I am really new to Macro but really like it, its a struggle sometimes but anything worth doing can have that affect. Since I am new to it I dont really wanna spend a billion dollars on equipment, at least not until I know I like it enough to. Currently I have a Nikon D7000 with a Tokina 100mm f/2.8 and a Vanguard Alta pro tripod. I have no lighting at all which I know isn't so good especially for macro, which brings me to my question. I just purchased a Phoenix ring flash, It seems to get great reviews but did I do ok? Its not a $400 nikon I am aware of this and I know I should have posted this before I bought it but my debit card won the fight. Any info on macro lighting would be awesome and appreciated as well as maybe other macro related items...Also please dont just post "use the search button". I did that not much showed up especially for setup similar to mine. Thank you in advance for your help.


----------



## EDL (Jul 21, 2013)

I waited, bit the bullet and got the MT-24EX twin light.   I liked the idea of being able to move the flash heads around the periphery of the mount as well as controlling each flash head separately.

I admit though, I like the round reflection the ring flashes create on the shiny eyes of spiders. 

I have never used a ring flash, so I can't really give any specifics as far as limitations or other things to work around/with, etc.  However, if it works, it works.  Get some shots with it and let's see them.


----------



## Dinardy (Jul 21, 2013)

I built a couple variants of ring lights from the DIY blogs. Pretty fun, inexpensive stuff. Check em out if your on a budget


----------



## BanditPhotographyNW (Jul 21, 2013)

Ya I think if I stick with doing any macro Ill eventually get the R1C1 Ken Rockwell gives it great reviews I think it would be Nikons verson of the MT-24EX...


----------



## RichieT (Jul 24, 2013)

I have the R1C1 and I really like the versatility. Besides being able to control each light separately, I've used them on mini tripods on either side of a light tent along with a sb800 for fill for a different lighting effect. I haven't used a ringlight yet but it seems it might be better for less staged pictures.


----------



## Buckster (Jul 24, 2013)

BanditPhotographyNW said:


> I just purchased a Phoenix ring flash, It seems to get great reviews but did I do ok?
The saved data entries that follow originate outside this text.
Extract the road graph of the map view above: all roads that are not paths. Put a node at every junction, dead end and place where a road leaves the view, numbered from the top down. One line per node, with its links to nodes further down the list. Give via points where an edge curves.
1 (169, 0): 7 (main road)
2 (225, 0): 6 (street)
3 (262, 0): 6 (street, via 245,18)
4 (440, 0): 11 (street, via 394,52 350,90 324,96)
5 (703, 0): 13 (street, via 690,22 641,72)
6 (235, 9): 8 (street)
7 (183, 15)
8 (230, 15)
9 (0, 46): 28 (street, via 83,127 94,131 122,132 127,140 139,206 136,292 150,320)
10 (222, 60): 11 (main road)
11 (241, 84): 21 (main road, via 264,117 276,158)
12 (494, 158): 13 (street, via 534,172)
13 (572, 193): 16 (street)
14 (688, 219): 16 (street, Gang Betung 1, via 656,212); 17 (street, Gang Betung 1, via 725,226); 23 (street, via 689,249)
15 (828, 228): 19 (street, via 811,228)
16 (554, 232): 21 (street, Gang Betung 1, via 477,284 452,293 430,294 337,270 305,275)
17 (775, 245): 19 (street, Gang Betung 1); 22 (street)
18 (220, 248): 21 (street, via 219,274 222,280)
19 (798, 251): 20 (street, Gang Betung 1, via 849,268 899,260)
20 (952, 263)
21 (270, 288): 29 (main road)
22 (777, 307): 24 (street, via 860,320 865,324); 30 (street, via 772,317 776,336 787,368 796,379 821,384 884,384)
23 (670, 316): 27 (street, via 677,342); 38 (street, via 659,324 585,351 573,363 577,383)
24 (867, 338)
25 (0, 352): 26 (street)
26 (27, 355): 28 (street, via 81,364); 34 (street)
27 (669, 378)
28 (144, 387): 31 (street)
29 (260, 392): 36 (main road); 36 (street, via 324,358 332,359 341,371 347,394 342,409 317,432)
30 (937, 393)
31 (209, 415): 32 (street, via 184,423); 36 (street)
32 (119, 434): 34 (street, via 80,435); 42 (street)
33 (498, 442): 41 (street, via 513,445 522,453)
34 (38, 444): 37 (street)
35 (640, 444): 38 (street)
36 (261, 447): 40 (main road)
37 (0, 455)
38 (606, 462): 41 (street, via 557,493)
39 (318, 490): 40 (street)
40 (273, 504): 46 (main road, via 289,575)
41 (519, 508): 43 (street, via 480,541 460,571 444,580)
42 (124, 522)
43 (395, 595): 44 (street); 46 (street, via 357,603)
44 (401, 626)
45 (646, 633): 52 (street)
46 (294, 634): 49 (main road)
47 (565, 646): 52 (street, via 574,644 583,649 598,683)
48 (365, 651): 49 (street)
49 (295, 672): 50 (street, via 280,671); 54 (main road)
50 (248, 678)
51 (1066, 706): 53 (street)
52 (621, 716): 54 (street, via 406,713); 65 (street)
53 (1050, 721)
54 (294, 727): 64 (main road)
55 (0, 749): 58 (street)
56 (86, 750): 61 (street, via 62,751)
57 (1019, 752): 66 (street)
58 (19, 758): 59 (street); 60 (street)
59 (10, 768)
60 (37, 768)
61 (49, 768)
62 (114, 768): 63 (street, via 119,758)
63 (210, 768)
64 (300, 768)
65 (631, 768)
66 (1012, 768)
The ONLY criteria for whether you did okay is: Does it work for you?  If it works to get your subjects lit the way you want, you did okay.



BanditPhotographyNW said:


> Any info on macro lighting would be awesome and appreciated as well as maybe other macro related items


When I faced the problem of needing more light for my macro photography, I started with the idea that I wanted the MT-24EX (Canon shooter here).  After looking around at the (exorbitant, in my opinion) prices and lots of alternate solutions posted on the net, I decided that, for the money, I'd actually rather have 2 speedlights to do the job.  That way, I could use them for WAY more than just my macro photography.  I already had one, so I just bought another one, and then set myself to building a rig to work with them.

What I came up with is this:







In use, it looks like this:











More images and the whole story behind it are here: Buck's DIY Macro Flash Bracket For Under $10 Bucks

These days there are 3rd party speedlights, macro lights, ring lights and so forth that are MUCH less expensive than the name brands and, IMHO, they do just as good a job as the name brands.

Plenty of gear snobs will tell you that the name brands are *SO MUCH BETTER*, but they can't prove it with actual photo results stacked against those made with the cheaper gear, and they can't pick out from shot to shot which were shot with the name brand vs. those shot with the 3rd party stuff.  In the end, they're left talking about "build quality" and "quality control problems", ignoring the fact that the 3rd party stuff is holding up for it's users just as well as the name brand stuff, having been made of essentially the same materials and methods.  Add to that the fact that because they're gear snobs who wouldn't be caught dead using anything less than "the best", they haven't actually made real-life comparisons by actually OWNING and USING BOTH.  Instead, they base it on selectively filtered stories and reviews they find on the net that confirm their own gear snob bias, while ignoring the overwhelming numbers of positive stories and reviews by everyone else that uses them.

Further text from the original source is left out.